ASSIGNED TASK: When a line of the material has the word "Avenue" in it, copy that line.

RECORDS FOR THIS EXERCISE:
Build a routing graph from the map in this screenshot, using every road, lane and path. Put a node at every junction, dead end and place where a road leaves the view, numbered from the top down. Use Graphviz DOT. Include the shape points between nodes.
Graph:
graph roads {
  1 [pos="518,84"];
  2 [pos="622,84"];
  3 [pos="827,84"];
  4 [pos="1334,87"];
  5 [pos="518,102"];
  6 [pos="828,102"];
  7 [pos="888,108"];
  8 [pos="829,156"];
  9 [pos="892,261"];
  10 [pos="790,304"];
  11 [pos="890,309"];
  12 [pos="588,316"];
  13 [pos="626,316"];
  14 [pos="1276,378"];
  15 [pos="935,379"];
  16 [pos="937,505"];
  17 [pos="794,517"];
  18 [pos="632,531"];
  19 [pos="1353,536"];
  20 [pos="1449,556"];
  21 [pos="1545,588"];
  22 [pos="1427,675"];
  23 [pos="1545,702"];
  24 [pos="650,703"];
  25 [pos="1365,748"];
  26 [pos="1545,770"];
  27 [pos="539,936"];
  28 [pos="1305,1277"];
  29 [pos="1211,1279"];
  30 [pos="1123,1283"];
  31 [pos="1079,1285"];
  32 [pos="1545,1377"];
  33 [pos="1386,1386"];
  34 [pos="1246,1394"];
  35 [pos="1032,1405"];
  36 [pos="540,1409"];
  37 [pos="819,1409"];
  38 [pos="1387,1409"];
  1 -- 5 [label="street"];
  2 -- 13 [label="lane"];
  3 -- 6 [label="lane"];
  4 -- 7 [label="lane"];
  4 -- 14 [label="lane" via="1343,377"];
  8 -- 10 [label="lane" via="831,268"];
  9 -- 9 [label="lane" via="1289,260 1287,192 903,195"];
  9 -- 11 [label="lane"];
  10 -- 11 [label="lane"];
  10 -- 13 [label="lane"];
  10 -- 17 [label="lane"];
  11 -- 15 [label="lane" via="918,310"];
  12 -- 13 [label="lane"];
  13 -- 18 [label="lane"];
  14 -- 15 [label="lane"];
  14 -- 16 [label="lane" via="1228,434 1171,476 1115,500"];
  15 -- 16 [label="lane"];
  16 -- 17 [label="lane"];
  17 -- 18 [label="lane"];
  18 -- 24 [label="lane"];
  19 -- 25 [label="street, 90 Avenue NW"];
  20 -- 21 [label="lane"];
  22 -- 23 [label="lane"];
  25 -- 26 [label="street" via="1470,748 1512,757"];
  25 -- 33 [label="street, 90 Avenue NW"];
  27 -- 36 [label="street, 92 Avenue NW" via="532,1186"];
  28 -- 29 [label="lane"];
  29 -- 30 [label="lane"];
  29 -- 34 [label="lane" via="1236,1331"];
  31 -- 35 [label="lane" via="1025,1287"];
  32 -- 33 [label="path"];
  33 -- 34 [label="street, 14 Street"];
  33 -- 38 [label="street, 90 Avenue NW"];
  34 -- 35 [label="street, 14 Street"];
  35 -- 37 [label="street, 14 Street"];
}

TASK RESULT:
  19 -- 25 [label="street, 90 Avenue NW"];
  25 -- 33 [label="street, 90 Avenue NW"];
  27 -- 36 [label="street, 92 Avenue NW" via="532,1186"];
  33 -- 38 [label="street, 90 Avenue NW"];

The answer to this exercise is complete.